» **Directions for this task**:
Among the records below, which lines contain the string "solid"? Report them.

Collected data entries
• • • • • • •
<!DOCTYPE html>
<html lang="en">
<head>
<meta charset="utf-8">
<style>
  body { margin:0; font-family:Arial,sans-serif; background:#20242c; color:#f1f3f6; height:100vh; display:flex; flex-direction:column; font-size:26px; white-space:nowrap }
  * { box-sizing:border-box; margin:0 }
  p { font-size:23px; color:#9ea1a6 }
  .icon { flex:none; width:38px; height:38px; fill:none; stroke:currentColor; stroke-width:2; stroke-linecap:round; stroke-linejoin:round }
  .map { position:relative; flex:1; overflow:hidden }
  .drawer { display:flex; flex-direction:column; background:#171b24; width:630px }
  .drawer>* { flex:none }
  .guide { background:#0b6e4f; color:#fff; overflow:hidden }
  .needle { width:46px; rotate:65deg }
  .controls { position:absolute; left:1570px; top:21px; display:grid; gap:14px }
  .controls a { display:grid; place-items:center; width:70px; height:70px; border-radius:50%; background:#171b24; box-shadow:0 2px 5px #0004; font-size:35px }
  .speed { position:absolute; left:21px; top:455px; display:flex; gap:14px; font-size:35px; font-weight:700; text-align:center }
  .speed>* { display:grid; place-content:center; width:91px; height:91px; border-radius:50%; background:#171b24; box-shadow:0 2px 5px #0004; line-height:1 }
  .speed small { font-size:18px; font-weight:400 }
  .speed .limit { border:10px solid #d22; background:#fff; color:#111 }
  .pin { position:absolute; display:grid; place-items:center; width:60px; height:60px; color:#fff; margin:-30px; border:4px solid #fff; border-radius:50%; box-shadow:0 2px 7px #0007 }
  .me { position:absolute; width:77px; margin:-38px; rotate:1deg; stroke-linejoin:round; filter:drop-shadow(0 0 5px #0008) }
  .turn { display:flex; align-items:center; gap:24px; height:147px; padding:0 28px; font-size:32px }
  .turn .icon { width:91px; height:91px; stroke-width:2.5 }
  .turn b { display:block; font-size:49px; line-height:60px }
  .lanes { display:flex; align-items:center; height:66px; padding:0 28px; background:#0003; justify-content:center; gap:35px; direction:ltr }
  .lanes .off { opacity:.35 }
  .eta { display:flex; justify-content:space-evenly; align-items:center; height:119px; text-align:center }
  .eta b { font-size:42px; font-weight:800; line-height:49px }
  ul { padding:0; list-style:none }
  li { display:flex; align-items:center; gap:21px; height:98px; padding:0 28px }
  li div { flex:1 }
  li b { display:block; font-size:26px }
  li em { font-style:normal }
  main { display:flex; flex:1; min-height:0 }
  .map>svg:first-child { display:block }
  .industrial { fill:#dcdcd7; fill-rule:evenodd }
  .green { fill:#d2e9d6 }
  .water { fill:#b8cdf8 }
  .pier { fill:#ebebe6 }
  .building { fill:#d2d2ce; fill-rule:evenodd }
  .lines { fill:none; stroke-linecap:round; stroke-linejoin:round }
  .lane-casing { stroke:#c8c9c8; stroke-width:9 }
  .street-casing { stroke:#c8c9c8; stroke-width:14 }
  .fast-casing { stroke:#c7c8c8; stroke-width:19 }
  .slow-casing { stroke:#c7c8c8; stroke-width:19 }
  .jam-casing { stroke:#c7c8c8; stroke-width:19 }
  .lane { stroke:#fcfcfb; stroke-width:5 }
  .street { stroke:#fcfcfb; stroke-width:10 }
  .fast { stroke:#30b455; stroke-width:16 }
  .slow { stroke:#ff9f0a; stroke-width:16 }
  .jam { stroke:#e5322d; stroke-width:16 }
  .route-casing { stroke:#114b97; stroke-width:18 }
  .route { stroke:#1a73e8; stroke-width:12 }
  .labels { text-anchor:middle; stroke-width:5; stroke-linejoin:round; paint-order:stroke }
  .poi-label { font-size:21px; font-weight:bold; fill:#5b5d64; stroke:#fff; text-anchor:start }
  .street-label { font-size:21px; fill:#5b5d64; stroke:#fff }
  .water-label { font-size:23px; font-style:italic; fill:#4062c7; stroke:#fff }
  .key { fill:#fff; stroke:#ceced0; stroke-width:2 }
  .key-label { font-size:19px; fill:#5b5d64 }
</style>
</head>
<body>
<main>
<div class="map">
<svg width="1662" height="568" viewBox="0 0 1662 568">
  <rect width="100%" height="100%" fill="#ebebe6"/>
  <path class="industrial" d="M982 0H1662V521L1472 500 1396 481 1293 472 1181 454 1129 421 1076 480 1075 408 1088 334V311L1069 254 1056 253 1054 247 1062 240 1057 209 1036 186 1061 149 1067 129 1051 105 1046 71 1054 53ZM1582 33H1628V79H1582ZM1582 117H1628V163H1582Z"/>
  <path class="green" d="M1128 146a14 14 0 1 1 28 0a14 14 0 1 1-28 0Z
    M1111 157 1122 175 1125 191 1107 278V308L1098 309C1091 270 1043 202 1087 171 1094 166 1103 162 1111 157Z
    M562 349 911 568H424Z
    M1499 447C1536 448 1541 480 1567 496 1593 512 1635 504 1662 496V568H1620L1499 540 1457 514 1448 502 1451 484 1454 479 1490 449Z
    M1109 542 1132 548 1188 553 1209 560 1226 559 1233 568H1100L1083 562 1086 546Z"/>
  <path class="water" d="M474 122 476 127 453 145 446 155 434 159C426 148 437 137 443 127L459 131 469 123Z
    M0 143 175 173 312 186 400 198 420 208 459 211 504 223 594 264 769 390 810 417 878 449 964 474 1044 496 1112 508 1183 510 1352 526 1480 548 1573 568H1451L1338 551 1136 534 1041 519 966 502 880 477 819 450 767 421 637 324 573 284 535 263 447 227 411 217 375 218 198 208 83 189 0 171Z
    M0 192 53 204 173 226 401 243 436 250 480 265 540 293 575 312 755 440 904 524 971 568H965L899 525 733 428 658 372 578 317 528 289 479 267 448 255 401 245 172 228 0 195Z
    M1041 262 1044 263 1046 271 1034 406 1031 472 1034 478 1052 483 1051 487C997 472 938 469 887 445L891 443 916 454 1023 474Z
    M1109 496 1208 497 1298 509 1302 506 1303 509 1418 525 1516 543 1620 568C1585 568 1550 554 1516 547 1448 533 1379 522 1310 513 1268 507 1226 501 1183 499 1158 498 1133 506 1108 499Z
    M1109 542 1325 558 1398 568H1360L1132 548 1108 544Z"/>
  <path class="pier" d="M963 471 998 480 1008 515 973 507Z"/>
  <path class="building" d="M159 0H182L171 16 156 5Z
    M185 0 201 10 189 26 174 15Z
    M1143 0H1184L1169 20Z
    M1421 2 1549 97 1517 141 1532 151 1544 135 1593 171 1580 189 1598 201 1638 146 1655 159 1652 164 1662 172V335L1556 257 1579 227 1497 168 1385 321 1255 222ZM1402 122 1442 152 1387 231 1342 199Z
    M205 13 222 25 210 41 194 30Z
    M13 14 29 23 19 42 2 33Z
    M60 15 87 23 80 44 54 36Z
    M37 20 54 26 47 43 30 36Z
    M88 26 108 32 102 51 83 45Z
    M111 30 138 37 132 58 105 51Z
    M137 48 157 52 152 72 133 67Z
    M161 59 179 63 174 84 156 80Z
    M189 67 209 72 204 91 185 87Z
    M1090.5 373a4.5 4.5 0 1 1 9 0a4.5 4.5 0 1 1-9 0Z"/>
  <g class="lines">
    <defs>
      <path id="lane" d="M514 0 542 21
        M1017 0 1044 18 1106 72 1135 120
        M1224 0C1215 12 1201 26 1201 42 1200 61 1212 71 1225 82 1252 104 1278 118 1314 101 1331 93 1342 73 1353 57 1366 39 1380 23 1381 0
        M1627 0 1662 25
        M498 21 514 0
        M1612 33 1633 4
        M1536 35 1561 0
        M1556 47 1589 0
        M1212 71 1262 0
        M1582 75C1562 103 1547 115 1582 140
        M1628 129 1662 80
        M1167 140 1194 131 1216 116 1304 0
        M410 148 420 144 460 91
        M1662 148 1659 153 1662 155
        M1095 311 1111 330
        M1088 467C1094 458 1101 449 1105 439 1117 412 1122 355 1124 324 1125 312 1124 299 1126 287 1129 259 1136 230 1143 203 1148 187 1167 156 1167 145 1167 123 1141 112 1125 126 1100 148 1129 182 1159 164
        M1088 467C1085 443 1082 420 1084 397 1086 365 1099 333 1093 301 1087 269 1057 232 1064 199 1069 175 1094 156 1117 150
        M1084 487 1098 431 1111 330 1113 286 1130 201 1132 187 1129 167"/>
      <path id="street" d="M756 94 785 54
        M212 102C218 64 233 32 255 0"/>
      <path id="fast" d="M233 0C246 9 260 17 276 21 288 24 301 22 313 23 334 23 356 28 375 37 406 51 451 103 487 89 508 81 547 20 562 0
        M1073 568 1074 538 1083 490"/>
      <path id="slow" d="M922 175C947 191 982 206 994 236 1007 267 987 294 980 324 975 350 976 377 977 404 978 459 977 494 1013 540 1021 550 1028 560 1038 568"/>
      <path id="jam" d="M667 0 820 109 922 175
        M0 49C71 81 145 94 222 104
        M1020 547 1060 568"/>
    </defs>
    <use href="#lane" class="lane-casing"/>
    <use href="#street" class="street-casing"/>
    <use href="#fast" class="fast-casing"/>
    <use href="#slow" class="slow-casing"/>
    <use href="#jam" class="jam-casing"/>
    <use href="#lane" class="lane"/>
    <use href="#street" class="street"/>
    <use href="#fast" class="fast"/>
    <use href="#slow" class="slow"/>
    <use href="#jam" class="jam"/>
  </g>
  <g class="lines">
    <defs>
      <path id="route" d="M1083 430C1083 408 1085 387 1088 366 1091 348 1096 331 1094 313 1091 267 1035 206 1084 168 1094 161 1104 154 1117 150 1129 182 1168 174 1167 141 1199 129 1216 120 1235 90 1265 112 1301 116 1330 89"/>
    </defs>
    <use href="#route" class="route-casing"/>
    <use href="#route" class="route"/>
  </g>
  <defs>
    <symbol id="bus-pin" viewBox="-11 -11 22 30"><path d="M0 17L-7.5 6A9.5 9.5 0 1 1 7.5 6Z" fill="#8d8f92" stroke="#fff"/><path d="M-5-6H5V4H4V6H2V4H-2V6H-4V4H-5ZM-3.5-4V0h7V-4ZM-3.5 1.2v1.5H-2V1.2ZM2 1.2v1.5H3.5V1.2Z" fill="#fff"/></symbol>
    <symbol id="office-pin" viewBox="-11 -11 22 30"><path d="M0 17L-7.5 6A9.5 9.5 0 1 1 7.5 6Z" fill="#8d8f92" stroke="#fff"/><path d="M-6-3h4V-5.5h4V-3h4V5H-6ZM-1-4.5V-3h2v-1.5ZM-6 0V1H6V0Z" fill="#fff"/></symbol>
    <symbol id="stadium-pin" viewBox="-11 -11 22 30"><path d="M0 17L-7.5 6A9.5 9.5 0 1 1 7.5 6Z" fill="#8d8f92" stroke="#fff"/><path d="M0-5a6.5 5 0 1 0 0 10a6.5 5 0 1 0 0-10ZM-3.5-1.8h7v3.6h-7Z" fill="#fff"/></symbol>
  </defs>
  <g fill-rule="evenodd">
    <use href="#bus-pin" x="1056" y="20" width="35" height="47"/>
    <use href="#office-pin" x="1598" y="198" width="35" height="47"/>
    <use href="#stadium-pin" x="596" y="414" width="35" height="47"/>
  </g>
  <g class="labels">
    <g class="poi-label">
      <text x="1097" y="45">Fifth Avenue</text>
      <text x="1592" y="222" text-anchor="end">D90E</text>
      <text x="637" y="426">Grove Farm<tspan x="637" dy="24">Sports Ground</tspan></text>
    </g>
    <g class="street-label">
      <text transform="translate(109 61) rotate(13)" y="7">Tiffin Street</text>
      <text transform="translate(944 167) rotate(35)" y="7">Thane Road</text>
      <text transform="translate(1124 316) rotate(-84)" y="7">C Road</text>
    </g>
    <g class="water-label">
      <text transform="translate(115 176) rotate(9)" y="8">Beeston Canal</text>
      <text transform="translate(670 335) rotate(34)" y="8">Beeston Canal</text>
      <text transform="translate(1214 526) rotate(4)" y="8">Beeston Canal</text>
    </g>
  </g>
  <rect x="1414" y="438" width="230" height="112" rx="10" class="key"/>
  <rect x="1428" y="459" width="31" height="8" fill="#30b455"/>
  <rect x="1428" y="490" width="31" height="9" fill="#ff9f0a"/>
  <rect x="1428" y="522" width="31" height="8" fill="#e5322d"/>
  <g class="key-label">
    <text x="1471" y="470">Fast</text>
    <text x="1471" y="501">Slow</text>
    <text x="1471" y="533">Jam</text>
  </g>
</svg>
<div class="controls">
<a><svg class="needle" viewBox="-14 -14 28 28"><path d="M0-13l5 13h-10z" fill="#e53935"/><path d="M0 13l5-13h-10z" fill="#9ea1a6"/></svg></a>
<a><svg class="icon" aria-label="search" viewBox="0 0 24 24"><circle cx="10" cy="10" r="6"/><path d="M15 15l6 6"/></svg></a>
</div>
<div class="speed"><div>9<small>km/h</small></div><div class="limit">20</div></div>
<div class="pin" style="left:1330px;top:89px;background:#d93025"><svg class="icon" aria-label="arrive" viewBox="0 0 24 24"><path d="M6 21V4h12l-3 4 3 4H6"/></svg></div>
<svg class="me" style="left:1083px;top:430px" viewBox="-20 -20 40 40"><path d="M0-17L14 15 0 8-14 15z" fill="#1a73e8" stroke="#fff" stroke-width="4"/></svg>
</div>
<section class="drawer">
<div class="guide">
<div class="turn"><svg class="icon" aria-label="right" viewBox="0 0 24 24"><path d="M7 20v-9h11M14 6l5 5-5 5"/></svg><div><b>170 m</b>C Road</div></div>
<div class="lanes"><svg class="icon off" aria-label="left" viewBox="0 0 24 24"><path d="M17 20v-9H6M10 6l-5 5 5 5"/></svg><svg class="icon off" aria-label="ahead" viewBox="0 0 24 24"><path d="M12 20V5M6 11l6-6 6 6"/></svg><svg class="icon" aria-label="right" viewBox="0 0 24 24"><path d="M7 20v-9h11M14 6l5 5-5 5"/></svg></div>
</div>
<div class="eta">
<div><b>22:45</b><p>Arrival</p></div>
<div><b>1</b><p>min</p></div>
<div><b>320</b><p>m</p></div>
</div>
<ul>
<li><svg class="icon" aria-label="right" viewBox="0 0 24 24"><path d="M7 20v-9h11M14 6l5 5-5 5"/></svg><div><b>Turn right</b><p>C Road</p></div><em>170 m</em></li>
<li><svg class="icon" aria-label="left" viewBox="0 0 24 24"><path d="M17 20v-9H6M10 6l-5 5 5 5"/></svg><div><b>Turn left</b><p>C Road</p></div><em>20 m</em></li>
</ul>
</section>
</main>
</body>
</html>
• • • • • • •
» **Response**:
  .speed .limit { border:10px solid #d22; background:#fff; color:#111 }
  .pin { position:absolute; display:grid; place-items:center; width:60px; height:60px; color:#fff; margin:-30px; border:4px solid #fff; border-radius:50%; box-shadow:0 2px 7px #0007 }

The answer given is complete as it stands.